The best way to learn a language is to learn it from a native speaker.

If you listen to the way I speak English, you may think I am a native speaker. I don’t have a Chinese accent. I started learning English at a very early age, but I could not understand or communicate clearly with a native speaker after more than a decade of learning from school or attending extra curriculum classes. Even though my grades were often at the top of my class, my English was only good for exams.

My English didn’t improve until I started chatting with native speakers online. I was on Tagged, Interpals, Livemocha, and Skype looking for English speakers to chat with. I learned more of the English that people actually use on my own than I have ever learned from any of my classes. I learned slang, the colloquial way of expressing myself, and how to greet people without ever using “how do you do?”

Day after day, I started to pick up on the “real-life” English from all the English-speaking friends I had been chatting with. My English improved tremendously.

Of course, merely talking to people online is not enough to really master a language. I joined an English corner of my city where people get together weekly and practice their English with native speakers. I fell asleep listening to English podcasts. I read out loud for hours on end whatever English material I had on hand. I recorded myself and listened back to the audio to give myself feedback. I watched a plethora of American movies to grab a feeling of the way Americans talk. I listened to English songs, and learned to sing the lyrics, I wrote them down in a notebook and found out the meaning of the words I didn’t understand. I sang out loud. Singing is my favorite hobby and with the combination of learning English, it was extra enjoyable to my learning. It didn’t take long for me to start sounding like a native.

And you guessed it! All of these would not have been possible if I wasn’t interested in English. So the second best way to learn a language is to be interested.

Even though I was more than just interested. I was passionate, to the point that one could call a ‘maniac.’

When I couldn’t converse with a native speaker, I talked to myself. I remember one evening walking down the street in downtown Shenyang, perhaps after just finishing one of the English corner meetings. I was practicing what I learned and I looked as if I was talking to myself. In the distance, I saw two women that looked quite familiar walking towards me, but I couldn’t tell who they were because I was concentrating on practicing English with myself. When they got closer, one of the women suddenly spoke to me: “Yiya?” Oh my god, they were my aunt and my cousin. Oops! They must think I’m nuts talking to myself late in the evening walking down the street by myself, I thought. My aunt continued: “What are you doing out so late by yourself, kid? I saw your mouth moving. You’re not talking to yourself, are you? Are you alright?”

“Yeah, I was just…err..um…practicing my English.”

They must have thought I was crazy. But that’s ok. I was crazy. I was crazy for English.

Because I ignored the teachers and learned my English slang in other class. I had a huge English dictionary sitting on my desk all the time. Whenever I opened the dictionary during other classes and lost myself in all the strange English words, the teachers would give me a face that looked like this kid is hopeless.

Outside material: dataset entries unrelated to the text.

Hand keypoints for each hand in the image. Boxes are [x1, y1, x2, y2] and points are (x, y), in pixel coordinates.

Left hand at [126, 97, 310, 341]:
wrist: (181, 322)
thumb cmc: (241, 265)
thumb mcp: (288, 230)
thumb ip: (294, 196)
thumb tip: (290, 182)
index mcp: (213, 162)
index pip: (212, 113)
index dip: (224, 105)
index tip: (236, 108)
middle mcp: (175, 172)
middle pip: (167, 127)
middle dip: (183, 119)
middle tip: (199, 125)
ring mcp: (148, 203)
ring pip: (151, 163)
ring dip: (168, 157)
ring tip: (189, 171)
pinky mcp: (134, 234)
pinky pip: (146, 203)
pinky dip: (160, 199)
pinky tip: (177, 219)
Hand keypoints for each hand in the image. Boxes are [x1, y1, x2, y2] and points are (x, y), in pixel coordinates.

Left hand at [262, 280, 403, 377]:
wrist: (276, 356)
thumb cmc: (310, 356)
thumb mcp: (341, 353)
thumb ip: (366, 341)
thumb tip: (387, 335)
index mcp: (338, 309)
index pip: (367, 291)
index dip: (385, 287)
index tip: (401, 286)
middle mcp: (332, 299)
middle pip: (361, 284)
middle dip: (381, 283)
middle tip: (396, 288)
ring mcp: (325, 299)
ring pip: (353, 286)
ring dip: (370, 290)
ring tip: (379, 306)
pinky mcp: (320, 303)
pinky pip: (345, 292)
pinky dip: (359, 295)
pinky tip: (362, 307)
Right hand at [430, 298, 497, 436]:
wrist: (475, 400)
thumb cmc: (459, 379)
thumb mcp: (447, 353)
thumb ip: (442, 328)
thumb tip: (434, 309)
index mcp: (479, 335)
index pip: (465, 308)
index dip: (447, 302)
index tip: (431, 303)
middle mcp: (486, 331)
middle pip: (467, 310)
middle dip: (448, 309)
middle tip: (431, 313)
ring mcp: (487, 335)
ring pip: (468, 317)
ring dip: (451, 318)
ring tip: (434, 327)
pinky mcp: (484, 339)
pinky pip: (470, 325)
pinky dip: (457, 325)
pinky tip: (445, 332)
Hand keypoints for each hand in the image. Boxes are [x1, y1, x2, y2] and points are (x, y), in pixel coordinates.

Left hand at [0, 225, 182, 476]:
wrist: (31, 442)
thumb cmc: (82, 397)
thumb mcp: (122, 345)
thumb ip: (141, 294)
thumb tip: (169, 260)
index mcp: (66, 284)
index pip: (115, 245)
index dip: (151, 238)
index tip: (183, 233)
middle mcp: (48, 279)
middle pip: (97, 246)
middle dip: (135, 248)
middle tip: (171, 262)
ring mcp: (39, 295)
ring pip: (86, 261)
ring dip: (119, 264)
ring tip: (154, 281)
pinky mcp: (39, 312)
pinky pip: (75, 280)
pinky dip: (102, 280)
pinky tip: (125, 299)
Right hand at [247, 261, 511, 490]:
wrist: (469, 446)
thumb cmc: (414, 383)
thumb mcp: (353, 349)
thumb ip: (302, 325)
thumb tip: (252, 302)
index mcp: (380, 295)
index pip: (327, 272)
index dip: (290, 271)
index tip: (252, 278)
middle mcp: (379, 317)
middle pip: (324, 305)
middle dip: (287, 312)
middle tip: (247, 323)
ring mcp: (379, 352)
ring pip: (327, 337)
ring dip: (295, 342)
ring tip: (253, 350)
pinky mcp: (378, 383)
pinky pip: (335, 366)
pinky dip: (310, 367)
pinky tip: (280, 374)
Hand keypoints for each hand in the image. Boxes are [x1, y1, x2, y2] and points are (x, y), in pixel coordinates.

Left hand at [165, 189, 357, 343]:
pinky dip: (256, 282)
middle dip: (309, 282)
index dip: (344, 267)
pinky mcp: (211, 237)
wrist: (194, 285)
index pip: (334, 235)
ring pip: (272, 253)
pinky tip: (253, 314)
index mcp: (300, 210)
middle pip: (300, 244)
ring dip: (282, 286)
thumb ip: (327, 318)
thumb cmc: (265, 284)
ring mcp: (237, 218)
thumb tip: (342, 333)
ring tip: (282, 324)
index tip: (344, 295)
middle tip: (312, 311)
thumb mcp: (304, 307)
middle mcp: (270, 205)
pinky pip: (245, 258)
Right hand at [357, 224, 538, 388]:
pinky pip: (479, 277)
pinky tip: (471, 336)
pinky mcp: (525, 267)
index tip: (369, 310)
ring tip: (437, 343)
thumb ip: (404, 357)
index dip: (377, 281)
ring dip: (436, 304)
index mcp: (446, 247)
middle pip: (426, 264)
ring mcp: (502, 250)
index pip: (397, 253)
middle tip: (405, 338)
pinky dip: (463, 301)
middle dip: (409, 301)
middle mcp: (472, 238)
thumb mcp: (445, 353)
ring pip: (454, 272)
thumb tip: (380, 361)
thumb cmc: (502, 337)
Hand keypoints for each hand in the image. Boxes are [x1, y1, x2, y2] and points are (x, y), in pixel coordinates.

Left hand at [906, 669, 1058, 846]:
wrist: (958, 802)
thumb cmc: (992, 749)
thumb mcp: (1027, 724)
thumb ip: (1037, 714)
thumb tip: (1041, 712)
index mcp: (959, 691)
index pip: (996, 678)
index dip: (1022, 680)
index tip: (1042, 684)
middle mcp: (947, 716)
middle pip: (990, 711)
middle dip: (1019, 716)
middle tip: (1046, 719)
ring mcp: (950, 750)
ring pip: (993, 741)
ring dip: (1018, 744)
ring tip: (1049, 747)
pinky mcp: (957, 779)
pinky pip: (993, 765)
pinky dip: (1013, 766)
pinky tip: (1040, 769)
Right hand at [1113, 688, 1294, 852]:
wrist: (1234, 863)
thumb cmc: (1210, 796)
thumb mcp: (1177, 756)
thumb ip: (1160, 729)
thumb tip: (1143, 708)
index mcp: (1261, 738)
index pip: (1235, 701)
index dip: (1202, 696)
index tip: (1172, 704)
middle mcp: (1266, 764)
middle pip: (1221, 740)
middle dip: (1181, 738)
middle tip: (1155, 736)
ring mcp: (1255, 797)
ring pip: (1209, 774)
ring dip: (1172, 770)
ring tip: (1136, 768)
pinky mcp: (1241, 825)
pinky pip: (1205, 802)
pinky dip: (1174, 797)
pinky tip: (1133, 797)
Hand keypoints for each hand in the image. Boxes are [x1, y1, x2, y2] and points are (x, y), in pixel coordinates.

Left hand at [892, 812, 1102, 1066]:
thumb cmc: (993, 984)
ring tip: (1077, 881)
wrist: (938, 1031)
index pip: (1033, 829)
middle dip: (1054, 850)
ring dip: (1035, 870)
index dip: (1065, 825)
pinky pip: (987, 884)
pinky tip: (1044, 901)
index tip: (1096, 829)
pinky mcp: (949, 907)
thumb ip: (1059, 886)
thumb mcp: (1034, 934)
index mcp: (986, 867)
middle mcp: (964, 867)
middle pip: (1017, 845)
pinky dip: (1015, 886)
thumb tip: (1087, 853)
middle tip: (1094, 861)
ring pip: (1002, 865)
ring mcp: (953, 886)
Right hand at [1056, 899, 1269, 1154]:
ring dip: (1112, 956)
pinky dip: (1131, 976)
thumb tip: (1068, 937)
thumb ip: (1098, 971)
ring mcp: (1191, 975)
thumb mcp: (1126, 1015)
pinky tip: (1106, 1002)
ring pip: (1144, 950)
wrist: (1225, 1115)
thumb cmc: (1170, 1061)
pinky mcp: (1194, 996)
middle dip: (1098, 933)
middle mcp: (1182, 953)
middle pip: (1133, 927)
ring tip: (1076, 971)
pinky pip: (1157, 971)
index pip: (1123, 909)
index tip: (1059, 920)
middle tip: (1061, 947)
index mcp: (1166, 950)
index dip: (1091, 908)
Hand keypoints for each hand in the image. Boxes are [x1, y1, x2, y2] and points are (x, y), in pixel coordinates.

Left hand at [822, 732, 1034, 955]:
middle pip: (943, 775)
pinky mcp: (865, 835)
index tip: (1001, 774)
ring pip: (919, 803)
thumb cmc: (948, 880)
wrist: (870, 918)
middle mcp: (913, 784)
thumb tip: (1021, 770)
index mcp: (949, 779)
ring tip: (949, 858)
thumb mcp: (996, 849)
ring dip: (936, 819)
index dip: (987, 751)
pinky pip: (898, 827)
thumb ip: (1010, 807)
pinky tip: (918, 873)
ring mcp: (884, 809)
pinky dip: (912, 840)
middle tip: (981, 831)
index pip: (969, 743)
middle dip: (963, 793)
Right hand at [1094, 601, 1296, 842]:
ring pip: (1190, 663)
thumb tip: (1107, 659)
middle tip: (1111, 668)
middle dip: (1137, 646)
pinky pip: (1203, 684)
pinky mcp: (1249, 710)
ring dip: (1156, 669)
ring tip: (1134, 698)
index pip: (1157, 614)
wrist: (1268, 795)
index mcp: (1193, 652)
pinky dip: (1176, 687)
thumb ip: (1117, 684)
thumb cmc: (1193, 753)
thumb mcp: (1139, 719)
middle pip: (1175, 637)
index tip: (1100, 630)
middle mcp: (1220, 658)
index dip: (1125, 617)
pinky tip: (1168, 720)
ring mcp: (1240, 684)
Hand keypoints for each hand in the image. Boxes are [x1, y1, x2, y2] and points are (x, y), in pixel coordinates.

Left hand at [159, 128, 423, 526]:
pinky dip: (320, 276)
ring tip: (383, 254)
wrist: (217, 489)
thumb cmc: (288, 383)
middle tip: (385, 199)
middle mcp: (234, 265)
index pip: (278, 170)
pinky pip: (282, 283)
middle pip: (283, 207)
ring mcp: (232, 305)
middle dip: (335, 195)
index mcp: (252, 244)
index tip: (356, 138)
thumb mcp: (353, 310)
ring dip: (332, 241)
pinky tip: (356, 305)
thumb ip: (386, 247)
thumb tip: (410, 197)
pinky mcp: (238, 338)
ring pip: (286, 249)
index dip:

I wasn’t quite sure why I was so crazy about learning English. But I’ve always believed that it would be a better way of using my time. I’ve always believed that at least learning English would come into use one day.

And it did.

I don’t know how differently life would turn out for me if I wasn’t crazy about learning English. I would probably be in my college dorm in China cramming until midnight for more tests right now.

I’ve taken enough exams in my life that I wouldn’t regret not having to take more.

If you want to master a language, go crazy for it. Nothing great is achieved without a little bit of craziness. Go insane, don’t care what people might think about you. Practice speaking with yourself out loud and strike up a conversations with native speakers of your target language. Don’t be afraid to make mistakes in front of them. Be happy because you are learning.

I still wouldn’t say I’ve mastered the English language–there is so much more for me to learn. In fact, I’m learning something new everyday for more than two years now since I came to the United States.